Ça flingue dans chaque recoin de la ville… Des armes, il nous faut des armes ! hurlent d’ex-Amnésiques insurgés. Fusillez-les tous, pendez-les ! répondent de jeunes héritiers endimanchés. Barrages de flammes. Cocktails molotov. Il faut détruire les symboles, statues des rois, les lieux de culte, les ministères, l’Assemblée corrompue, il faut éliminer les repaires des riches, les hôtels particuliers, les musées glorifiant le pillage des trésors africains, les casernes militaires. Des policiers égorgent des incendiaires dans des ruelles déchirées par les pluies. Avenue des Épidémies : coulée de sang et de boue emportant quelques Amnésiques endormis qui participaient au Carnaval hebdomadaire. Des femmes et leurs landaus sont fauchés par des limousines aux pare-brises défoncés ; des boutiques de luxe, des bureaux, des tramways et des voitures électriques sont systématiquement détruits. Les cimetières éventrés recrachent des milliers d’os qui pleuvent sur les toits des centres commerciaux. Et le quartier des affaires est touché.

Je m’abrite dans une église inondée. Je retrouve l’Ombre-femelle agenouillée dans l’eau boueuse devant une statue de la Vierge. Elle se goinfre de feuilles d’aluminium en pleurant… Elle me voit et me saute dans les bras.
- Le jour est là ! Il s’arrache les cheveux derrière les murs secoués par l’ouragan. Je t’attendais, tes rêves m’ont convaincue ! Je dois te faire visiter ta prochaine demeure – le Beffroi ténébreux ! – d’où tu projetteras ton Langage… Trois Ombres en colère m’ont pourchassée, mon amour, mais j’ai pu leur échapper, viens, suis-moi, c’est juste au-dessus…

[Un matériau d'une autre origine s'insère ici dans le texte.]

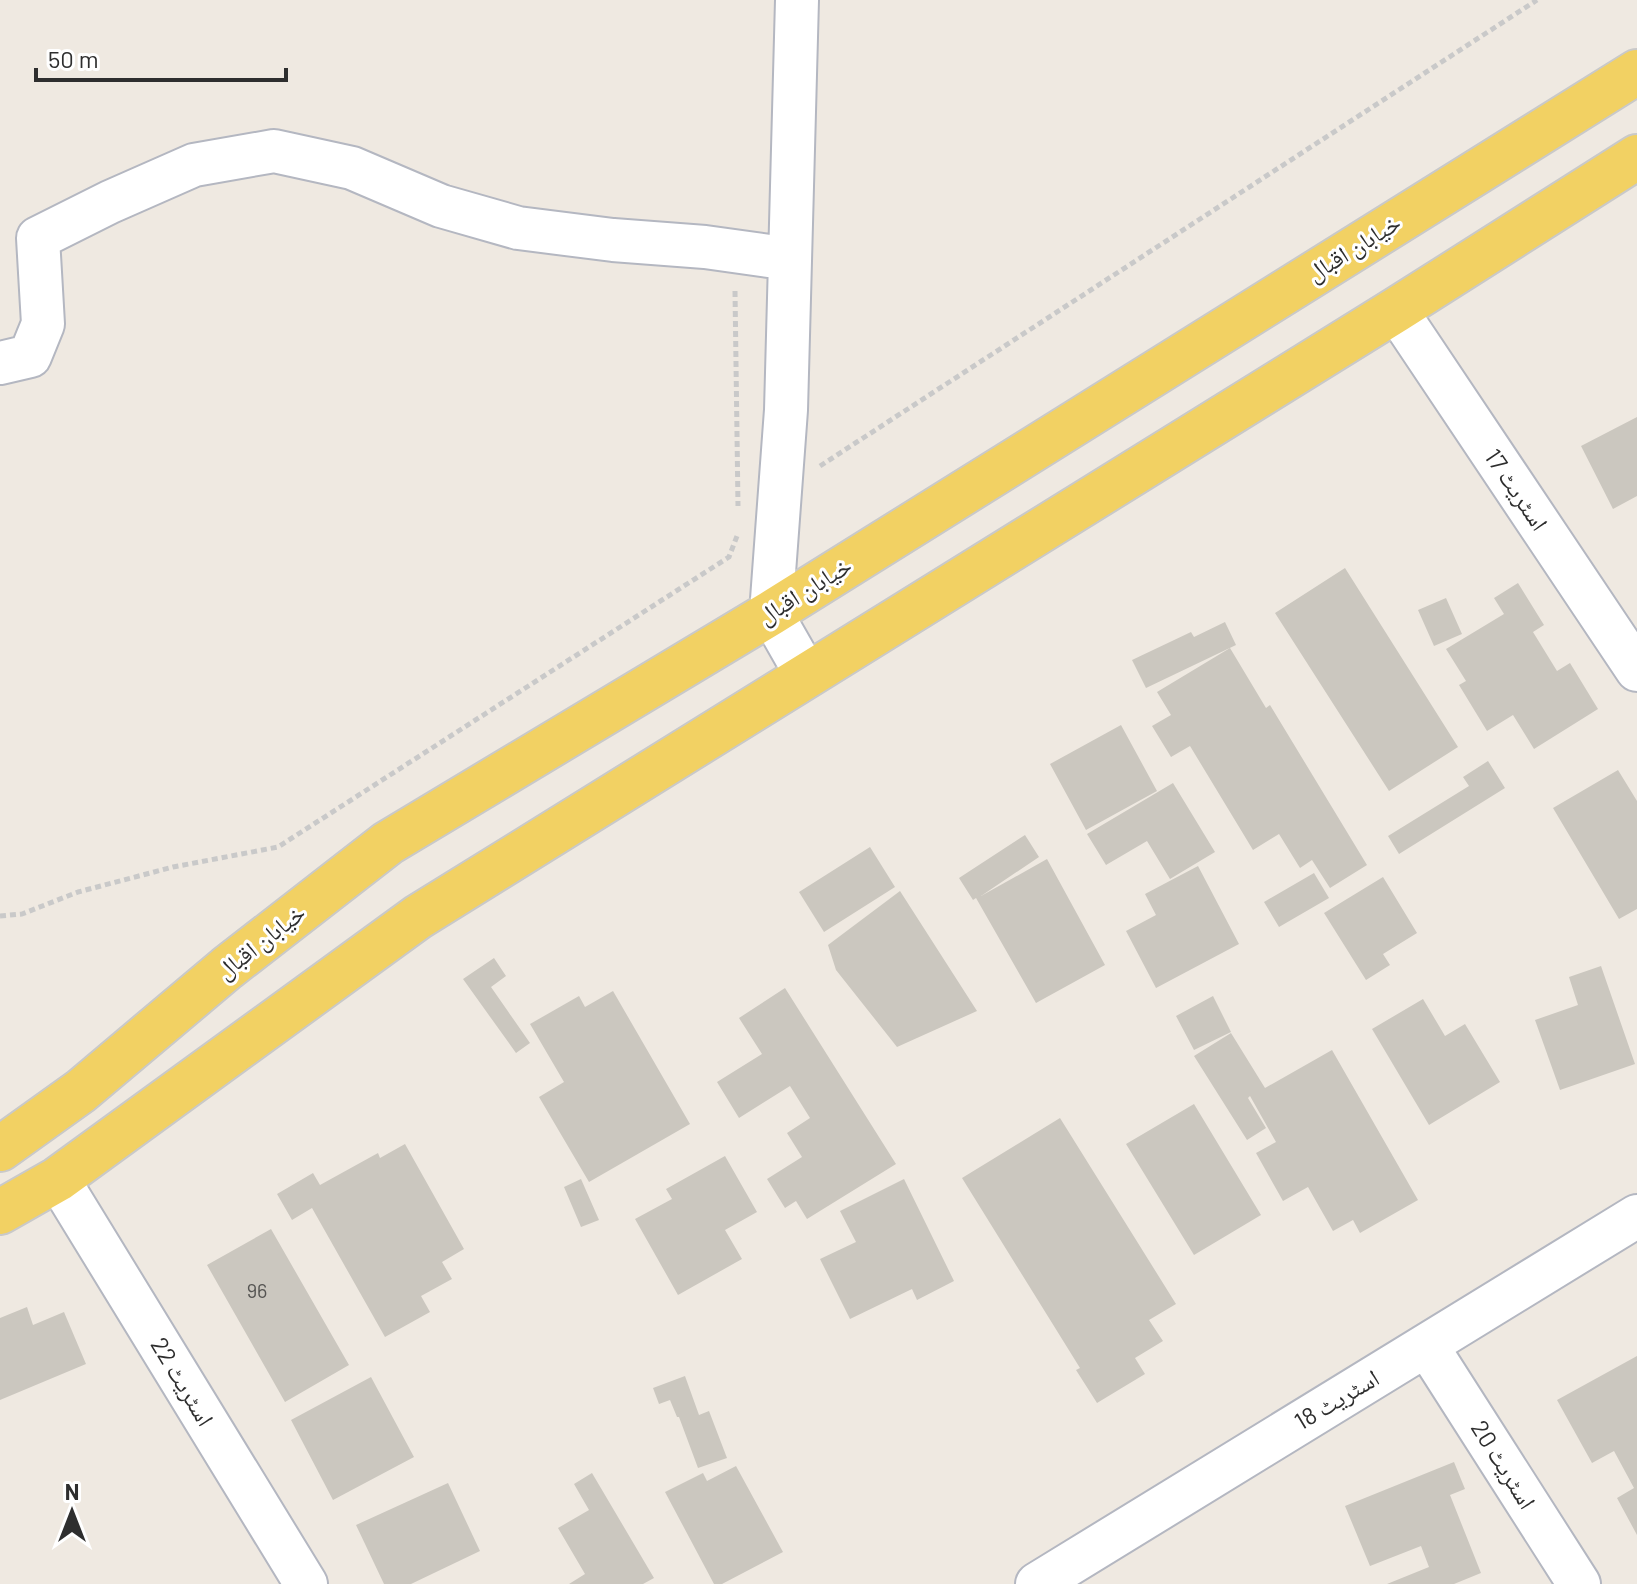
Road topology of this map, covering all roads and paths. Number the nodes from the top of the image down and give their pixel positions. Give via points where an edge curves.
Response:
1 (797, 0) edge
2 (1537, 0) edge
3 (1637, 72) edge
4 (1637, 157) edge
5 (790, 259) junction
6 (735, 291) dead end
7 (1396, 310) junction
8 (0, 363) edge
9 (780, 492) junction
10 (738, 515) dead end
11 (739, 531) dead end
12 (771, 613) junction
13 (1637, 670) edge
14 (807, 676) junction
15 (0, 916) edge
16 (0, 1149) edge
17 (58, 1179) junction
18 (0, 1212) edge
19 (1637, 1216) edge
20 (1427, 1346) junction
21 (306, 1584) edge
22 (1037, 1584) edge
23 (1579, 1584) edge

1 - 5 street
2 - 9 path
3 - 12 main road, خیابان اقبال
4 - 7 main road
5 - 8 street via 518,228 441,206 352,168 274,151 194,165 38,238 43,324 30,356
5 - 9 street
6 - 10 path
7 - 13 street, اسٹریٹ 17
7 - 14 main road
9 - 12 street
11 - 15 path via 729,557 278,847 173,867 78,892 22,914
12 - 14 street
12 - 16 main road, خیابان اقبال via 388,843 81,1091
14 - 17 main road via 418,917
17 - 18 main road
17 - 21 street, اسٹریٹ 22
19 - 20 street, اسٹریٹ 18
20 - 22 street, اسٹریٹ 18
20 - 23 street, اسٹریٹ 20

Soudain, elle se met à vomir des phrases coupantes ! Elle s’accroche à ma peau tachée ; si elle est malade c’est parce qu’elle avale tout ce qu’elle rencontre, tout ce qui n’est pas vivant : carton, plastique mais surtout feuilles d’aluminium ; elle se suicide à petits feux.
- Pourquoi veux-tu en finir ? On pourrait vivre heureux, tous les deux.
- Je suis déjà condamnée, je ne peux pas changer les hommes, ils ne m’entendent pas. Je n’ai pas de talent.
- De quel talent parles-tu ? Nous sommes seuls face à nous-mêmes !

Trois ours bruns surgissent soudainement dans l’église ! Nous sommes paralysés de peur ; ils se mettent à grogner et à nous insulter avant de s’élancer dans notre direction ! Elle reconnaît la voix des trois Ombres qui me cherchent depuis plusieurs semaines. Nous nous défendons comme nous pouvons, mais leurs coups de griffes sont imparables ! L’Ombre-femelle est défigurée ; je marche sur les lambeaux de son visage…
Violent coup de vent ! Les orgues se détachent et basculent sur les trois bêtes féroces ! Nous profitons de l’occasion pour nous cacher sous un banc ; les ours se dégagent, ils ont l’air sonnés, ils reniflent un Jésus crucifié, grognent, lèvent le museau vers la lumière et tout à coup… s’assoient ! afin de contempler un étrange vitrail représentant une scène de boucherie dans laquelle un homme est sur le point de décapiter un cerf à la hache !... Nous profitons de cette stupidité animale pour ramper et sortir tranquillement de l’église ; dehors, nous cavalons dans la tempête.
- Allons nous réfugier sur la plage…
- Oui, mais promets-moi de monter dans ce Beffroi ténébreux.